Cloete, lui, pense que pour ce qui est de la perte du Sagamore, cela lui est égal, il souhaite seulement d’être n’importe où, ailleurs que là. Le plus léger mouvement du bateau lui coupe la respiration. Le danger l’énerve, en outre. Le capitaine le prend à part… « Le canot de sauvetage ne peut venir nous prendre avant une heure d’ici. Écoutez-moi, Cloete, puisque vous êtes ici et si courageux, faites quelque chose pour moi ». Il lui dit alors qu’en bas dans sa cabine d’arrière, dans un certain tiroir, il y a un paquet de papiers importants et quelque soixante livres en or dans un sac. Il demande à Cloete d’aller lui chercher cela. Il n’est pas descendu depuis que le navire a touché, il lui semble que s’il détournait les yeux il tomberait en morceaux. Quant aux hommes, effrayés comme ils sont, s’il les laissait livrés à eux-mêmes ils essaieraient de mettre une des chaloupes à la mer, pris de panique devant un coup plus violent, et il y en aurait qui risqueraient de se noyer… « Il y a deux ou trois boîtes d’allumettes sur les planchettes de ma cabine si vous avez besoin de lumière, dit le capitaine Harry. Seulement essuyez-vous les mains avant de tâtonner pour les trouver. »

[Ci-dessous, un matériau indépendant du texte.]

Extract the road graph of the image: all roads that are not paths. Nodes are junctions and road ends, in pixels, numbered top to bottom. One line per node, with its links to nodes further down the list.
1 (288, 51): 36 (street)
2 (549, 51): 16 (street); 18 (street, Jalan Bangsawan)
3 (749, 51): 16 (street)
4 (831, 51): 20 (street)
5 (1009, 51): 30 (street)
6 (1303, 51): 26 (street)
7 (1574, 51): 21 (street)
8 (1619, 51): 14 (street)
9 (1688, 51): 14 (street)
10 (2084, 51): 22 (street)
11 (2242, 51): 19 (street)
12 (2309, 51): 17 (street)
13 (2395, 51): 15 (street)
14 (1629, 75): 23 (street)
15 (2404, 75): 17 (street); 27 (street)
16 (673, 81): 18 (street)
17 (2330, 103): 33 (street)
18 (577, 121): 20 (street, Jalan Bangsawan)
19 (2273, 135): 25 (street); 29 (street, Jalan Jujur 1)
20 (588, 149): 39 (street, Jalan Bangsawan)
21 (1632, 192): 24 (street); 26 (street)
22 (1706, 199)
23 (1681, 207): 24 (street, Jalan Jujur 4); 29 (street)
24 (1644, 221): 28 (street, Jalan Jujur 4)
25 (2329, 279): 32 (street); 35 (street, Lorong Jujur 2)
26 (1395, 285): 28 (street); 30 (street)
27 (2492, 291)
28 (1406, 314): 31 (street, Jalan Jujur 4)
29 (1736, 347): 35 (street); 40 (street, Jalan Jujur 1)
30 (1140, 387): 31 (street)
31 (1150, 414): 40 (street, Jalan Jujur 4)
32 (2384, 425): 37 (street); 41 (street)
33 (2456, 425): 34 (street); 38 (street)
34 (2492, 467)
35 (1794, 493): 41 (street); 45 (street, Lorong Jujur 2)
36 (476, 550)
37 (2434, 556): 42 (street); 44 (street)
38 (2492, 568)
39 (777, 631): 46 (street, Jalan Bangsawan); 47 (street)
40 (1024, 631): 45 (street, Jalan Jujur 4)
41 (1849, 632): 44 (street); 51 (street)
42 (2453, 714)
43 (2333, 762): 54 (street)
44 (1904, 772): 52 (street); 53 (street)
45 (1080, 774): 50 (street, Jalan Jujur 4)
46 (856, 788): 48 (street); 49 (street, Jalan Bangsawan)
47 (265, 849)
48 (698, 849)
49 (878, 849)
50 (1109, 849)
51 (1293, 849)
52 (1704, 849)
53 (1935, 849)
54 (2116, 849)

Cloete ne trouve pas l’affaire de son goût, mais il ne veut pas montrer qu’il a peur, et il y va. Pas mal d’eau sur le pont ; il clapote là-dedans ; il commence à faire tellement noir, en plus. Tout à coup, près du grand mât, quelqu’un l’attrape par le bras. Stafford ! Il ne pensait pas du tout à Stafford. Le capitaine Harry lui avait dit à propos de son second quelque chose de peu satisfaisant, mais c’était assez vague. Cloete ne le reconnait pas d’abord dans son suroît. Il voit une figure blanche avec deux gros yeux fixés sur lui. « Êtes-vous content, M. Cloete ?… »

Cloete a bonne envie de rire de cette voix plaintive et l’écarté. Mais l’homme grimpe après lui sur la dunette et le suit en bas dans la cabine de ce navire naufragé. Et les voilà tous les deux là, osant à peine se regarder l’un l’autre. « Vous n’allez pas me faire croire que vous y êtes pour quelque chose… » dit Cloete.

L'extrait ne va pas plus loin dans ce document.